Critics uncertain about plan
Two governors of affected states, Govs. Sam Brownback of Kansas and Mary Fallin of Oklahoma, each criticized the listing.
"This is an overreach on the part of the federal government, and I am concerned about the effect this designation will have on Kansans and the Kansas economy. We are looking at possible responses on this issue," a statement from Gov. Brownback's office said.
Fallin, however, credited the FWS with understanding the scope of the Range Wide Plan, which she said was developed based on the Oklahoma Lesser Prairie Chicken Conservation Plan.
"The potential impact of this listing, without the Range Wide Plan, could have resulted in damaging hits to our state's economy, particularly our energy and agriculture industries. With a large amount of conservation already taking place, my administration will take all steps to continue to implement this plan and work with the Service to de-list this species as soon as possible," she noted in a statement.

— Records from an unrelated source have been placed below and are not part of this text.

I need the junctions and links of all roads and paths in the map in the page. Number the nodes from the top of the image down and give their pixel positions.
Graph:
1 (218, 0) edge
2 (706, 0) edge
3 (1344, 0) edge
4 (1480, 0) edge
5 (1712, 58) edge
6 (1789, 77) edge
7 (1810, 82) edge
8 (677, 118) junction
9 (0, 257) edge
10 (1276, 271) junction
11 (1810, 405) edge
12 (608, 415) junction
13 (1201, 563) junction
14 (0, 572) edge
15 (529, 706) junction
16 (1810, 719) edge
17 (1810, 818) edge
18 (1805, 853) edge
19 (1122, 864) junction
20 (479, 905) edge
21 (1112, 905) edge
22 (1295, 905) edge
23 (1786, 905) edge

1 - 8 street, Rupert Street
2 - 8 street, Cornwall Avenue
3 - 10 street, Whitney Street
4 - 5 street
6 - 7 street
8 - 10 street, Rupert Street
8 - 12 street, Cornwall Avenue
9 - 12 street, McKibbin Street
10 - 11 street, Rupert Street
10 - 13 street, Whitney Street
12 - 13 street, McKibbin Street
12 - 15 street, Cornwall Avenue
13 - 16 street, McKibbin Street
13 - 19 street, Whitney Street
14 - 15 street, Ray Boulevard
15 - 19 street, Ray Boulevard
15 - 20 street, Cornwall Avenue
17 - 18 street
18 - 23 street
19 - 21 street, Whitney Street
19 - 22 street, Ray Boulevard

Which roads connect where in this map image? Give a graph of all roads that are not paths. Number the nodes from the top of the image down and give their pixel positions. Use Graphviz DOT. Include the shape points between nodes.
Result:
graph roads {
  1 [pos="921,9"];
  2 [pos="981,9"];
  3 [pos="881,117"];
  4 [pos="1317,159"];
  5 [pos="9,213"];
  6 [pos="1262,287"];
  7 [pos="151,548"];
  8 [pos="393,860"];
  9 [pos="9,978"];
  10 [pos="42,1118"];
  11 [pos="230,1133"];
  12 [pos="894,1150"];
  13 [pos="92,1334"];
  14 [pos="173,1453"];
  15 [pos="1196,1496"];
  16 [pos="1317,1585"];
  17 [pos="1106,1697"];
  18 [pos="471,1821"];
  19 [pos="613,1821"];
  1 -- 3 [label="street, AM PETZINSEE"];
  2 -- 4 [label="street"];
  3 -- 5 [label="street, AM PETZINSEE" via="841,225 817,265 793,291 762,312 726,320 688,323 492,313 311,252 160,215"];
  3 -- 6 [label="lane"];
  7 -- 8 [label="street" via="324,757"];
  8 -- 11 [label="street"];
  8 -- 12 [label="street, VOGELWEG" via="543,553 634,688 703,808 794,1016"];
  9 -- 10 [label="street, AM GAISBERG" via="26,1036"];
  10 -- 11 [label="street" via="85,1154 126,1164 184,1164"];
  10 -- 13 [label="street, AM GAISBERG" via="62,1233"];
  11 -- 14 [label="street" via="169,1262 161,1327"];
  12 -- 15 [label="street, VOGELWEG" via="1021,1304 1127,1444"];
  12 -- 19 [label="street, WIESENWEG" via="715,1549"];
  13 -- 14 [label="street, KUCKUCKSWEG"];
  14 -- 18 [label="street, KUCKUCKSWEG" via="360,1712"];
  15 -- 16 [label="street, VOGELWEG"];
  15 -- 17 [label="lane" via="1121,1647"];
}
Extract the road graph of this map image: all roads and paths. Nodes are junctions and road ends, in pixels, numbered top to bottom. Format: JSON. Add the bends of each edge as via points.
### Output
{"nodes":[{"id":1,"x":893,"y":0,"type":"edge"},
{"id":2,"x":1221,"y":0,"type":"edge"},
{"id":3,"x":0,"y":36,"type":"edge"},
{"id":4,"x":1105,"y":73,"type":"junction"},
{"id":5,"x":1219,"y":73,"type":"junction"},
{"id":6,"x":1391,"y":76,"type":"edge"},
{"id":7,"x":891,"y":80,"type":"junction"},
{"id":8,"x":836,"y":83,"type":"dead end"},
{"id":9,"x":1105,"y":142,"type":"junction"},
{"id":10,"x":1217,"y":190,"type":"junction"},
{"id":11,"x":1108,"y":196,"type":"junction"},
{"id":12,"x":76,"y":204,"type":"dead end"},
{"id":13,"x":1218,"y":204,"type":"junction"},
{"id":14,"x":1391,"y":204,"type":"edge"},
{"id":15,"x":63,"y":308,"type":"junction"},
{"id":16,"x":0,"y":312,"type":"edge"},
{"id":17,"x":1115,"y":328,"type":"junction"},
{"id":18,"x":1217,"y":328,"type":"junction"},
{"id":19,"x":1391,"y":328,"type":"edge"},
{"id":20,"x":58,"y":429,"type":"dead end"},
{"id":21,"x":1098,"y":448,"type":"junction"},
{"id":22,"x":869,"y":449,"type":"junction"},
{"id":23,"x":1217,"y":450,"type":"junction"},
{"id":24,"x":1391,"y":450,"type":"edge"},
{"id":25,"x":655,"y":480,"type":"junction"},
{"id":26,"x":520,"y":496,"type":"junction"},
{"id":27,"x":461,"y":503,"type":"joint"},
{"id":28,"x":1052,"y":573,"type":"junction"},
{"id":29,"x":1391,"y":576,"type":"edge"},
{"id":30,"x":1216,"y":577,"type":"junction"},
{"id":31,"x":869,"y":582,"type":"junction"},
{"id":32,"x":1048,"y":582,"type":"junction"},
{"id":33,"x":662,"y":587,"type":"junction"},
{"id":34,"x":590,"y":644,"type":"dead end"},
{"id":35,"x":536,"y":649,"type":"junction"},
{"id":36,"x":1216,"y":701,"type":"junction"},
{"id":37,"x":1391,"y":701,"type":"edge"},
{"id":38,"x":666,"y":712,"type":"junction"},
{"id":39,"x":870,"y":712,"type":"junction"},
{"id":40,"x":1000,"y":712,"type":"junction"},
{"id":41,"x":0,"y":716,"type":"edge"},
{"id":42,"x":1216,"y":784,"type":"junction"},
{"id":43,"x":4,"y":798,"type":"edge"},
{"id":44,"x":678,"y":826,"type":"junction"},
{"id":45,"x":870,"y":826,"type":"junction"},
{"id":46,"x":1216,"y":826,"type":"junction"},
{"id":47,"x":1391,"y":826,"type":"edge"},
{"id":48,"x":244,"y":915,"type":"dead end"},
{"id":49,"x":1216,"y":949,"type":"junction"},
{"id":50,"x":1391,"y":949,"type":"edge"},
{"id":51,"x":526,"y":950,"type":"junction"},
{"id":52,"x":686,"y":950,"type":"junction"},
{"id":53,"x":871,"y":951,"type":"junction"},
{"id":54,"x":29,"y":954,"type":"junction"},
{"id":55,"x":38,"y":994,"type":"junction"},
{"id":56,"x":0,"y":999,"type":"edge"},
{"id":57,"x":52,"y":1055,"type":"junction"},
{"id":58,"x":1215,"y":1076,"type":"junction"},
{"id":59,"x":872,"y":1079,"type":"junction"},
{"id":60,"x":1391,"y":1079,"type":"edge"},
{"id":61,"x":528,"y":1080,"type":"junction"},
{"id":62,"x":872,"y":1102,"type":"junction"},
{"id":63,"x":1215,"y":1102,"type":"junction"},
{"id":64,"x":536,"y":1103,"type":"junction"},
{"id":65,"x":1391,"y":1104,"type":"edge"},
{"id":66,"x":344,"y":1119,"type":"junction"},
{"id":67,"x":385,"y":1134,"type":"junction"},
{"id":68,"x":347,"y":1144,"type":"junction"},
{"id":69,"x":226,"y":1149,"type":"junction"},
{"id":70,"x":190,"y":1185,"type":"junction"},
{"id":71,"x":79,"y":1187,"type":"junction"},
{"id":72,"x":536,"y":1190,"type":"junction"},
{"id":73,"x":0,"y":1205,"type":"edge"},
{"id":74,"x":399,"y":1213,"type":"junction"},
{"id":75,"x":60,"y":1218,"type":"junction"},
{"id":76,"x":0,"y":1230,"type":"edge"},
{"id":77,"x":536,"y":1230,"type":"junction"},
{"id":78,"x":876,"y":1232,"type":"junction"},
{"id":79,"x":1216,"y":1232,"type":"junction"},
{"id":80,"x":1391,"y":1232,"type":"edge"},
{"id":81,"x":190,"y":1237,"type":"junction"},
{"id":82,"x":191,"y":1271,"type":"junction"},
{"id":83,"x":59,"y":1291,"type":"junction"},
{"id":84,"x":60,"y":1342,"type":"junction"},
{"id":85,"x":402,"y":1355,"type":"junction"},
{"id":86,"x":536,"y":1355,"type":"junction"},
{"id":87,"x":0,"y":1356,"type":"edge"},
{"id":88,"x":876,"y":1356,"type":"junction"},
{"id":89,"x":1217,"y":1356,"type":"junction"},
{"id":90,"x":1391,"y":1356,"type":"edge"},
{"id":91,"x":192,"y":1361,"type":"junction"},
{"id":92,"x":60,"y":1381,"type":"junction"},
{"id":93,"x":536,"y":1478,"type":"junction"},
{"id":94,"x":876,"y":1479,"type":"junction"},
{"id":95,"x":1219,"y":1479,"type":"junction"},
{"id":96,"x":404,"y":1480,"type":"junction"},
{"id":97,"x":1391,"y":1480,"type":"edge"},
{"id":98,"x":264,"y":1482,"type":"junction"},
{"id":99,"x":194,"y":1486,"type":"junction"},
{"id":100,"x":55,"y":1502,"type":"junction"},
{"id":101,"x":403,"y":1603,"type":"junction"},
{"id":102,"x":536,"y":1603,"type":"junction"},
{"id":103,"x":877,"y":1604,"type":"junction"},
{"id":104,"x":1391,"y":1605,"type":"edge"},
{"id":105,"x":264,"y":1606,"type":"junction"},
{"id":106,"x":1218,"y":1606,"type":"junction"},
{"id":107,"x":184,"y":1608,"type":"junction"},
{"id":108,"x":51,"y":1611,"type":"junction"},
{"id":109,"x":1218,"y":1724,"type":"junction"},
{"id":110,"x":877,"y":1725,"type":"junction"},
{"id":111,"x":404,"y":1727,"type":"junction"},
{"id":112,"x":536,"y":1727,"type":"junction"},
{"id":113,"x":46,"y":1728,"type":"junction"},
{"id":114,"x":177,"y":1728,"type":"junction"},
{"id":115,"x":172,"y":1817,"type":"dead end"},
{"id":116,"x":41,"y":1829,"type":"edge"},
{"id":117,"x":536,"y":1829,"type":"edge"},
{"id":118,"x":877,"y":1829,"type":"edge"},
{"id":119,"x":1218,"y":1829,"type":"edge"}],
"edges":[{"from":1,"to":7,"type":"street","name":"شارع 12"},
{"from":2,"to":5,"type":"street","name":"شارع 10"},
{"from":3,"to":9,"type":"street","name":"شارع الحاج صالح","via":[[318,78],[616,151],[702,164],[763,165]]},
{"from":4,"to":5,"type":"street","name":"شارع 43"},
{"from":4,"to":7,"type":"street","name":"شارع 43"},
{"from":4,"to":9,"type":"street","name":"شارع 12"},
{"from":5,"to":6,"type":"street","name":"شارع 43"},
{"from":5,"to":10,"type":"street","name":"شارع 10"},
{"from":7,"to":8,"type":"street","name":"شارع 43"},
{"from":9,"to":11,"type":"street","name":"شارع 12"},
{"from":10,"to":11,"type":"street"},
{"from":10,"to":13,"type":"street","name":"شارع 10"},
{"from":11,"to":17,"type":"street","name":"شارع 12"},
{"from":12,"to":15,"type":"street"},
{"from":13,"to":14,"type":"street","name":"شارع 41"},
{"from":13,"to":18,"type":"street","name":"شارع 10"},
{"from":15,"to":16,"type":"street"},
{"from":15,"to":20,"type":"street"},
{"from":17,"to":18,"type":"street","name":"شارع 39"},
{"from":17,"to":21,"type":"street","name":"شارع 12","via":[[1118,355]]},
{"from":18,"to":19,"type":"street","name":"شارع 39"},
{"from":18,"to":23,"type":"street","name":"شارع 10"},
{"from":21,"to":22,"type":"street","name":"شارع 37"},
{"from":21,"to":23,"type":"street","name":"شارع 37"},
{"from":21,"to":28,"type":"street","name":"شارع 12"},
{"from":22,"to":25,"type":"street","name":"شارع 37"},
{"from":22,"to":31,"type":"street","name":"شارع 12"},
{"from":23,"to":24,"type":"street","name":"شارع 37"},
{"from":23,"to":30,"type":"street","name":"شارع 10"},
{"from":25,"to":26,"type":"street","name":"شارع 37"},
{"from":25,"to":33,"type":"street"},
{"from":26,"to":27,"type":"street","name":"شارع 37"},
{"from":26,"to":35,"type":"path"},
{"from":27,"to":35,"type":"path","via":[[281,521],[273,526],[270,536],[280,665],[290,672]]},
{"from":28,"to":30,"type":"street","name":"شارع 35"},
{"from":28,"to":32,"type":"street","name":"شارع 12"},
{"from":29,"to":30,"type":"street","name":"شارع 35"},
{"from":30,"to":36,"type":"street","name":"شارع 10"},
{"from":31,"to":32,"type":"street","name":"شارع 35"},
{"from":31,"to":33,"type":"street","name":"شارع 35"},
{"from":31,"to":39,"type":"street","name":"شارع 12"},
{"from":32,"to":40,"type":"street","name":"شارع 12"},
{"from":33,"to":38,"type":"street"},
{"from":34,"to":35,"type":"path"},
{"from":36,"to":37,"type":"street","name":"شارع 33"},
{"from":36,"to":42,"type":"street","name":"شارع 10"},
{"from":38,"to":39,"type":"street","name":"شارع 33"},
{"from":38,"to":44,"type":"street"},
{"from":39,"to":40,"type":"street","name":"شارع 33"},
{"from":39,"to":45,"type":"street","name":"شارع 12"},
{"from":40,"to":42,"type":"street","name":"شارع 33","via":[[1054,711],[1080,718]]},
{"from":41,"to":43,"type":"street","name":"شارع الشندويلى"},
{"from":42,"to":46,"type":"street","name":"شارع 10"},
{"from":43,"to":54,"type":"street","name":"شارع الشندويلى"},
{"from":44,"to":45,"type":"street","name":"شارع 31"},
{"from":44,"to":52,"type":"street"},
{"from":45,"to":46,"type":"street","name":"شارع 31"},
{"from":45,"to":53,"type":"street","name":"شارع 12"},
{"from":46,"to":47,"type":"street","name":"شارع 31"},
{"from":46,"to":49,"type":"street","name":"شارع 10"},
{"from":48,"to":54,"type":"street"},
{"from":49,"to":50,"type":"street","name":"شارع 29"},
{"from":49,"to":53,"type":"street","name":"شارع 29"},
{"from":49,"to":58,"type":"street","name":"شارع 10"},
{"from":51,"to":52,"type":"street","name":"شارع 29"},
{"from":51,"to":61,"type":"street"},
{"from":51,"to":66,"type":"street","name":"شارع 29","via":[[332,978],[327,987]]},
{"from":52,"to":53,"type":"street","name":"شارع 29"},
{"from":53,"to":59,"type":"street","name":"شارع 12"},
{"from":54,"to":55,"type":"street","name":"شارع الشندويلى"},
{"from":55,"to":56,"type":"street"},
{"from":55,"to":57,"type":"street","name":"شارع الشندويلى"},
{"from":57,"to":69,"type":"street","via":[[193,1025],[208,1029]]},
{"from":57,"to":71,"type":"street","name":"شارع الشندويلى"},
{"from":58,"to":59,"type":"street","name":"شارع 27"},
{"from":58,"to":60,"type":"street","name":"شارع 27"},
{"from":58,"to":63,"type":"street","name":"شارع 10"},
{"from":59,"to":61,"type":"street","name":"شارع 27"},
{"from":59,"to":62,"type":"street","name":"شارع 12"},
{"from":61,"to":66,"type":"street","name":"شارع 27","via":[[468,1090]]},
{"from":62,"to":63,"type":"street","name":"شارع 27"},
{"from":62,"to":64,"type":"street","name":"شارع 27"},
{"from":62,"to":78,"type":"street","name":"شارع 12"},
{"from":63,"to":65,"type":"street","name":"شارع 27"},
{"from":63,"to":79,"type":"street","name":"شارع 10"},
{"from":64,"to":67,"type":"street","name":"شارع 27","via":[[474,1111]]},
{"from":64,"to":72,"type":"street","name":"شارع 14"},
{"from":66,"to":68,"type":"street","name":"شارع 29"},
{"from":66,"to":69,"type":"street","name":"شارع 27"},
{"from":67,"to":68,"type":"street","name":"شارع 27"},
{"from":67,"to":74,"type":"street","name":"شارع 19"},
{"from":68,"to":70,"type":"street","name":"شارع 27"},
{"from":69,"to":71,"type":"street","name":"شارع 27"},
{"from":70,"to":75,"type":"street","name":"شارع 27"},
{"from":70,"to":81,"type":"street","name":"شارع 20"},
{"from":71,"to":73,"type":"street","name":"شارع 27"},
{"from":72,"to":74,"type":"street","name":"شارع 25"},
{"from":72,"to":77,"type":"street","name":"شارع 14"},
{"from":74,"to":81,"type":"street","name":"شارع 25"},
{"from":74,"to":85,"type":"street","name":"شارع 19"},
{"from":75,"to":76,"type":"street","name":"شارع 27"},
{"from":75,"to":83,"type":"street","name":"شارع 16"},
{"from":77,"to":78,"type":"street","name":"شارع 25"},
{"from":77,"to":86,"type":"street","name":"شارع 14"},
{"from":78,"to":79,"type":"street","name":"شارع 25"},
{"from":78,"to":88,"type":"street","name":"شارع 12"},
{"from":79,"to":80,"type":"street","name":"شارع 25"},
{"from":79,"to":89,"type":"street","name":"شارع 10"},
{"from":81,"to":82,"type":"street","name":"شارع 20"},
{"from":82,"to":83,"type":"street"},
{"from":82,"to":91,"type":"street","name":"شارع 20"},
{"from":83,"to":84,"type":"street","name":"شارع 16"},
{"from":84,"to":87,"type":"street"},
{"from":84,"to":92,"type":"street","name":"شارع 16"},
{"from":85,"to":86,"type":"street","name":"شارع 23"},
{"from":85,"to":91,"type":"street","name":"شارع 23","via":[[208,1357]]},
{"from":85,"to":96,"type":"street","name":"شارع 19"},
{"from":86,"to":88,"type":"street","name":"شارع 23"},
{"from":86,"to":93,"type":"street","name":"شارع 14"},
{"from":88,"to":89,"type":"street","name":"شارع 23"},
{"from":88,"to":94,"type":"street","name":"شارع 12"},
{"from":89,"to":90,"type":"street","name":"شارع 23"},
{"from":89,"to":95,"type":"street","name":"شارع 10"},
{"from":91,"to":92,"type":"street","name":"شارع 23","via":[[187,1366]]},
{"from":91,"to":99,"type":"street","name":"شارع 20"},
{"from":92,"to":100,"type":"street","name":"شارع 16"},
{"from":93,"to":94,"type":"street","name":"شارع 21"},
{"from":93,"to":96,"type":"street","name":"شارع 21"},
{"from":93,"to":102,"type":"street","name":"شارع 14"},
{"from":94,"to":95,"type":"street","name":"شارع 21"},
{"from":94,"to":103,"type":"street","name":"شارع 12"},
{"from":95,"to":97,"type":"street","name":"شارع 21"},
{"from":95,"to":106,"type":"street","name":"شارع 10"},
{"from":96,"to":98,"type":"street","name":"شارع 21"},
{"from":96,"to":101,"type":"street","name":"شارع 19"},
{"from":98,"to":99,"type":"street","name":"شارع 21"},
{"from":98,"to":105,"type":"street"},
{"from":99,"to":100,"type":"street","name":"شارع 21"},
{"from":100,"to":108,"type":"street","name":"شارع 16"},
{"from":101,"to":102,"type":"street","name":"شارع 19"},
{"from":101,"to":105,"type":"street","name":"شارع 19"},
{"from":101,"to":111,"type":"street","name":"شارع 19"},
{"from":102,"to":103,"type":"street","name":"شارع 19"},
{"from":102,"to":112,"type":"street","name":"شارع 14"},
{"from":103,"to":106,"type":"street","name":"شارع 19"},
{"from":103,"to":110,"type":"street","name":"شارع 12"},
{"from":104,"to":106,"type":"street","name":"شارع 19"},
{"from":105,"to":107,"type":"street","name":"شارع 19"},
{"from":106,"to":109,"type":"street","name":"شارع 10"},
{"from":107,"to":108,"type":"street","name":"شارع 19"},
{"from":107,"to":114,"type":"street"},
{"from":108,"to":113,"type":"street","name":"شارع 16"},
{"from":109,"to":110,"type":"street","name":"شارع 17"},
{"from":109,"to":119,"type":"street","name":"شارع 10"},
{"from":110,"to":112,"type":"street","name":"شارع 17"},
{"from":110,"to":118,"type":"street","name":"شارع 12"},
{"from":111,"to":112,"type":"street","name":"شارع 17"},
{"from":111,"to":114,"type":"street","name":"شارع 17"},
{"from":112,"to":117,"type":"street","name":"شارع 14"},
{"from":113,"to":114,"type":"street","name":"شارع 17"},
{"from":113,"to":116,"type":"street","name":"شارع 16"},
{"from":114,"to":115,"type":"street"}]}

Lesser prairie-chicken's habitat loss
Once abundant across much of the five range states, the lesser prairie-chicken's historical range of native grasslands and prairies has been reduced by an estimated 84%. This is due largely to habitat loss and fragmentation and the ongoing drought in the southern Great Plains, FWS says.
"To date, we understand that oil and gas companies, ranchers and other landowners have signed up over 3 million acres of land for participation in the states' range-wide conservation plan and the NRCS' Lesser Prairie Chicken Initiative," said Ashe. "We expect these plans to work for business, landowners and the conservation of prairie-chickens."
Current conservation efforts are similar to a recovery plan, something that the Service normally prepares after a species' listing, they said. This early identification of a strategy to conserve the lesser prairie-chicken is likely to speed its eventual delisting.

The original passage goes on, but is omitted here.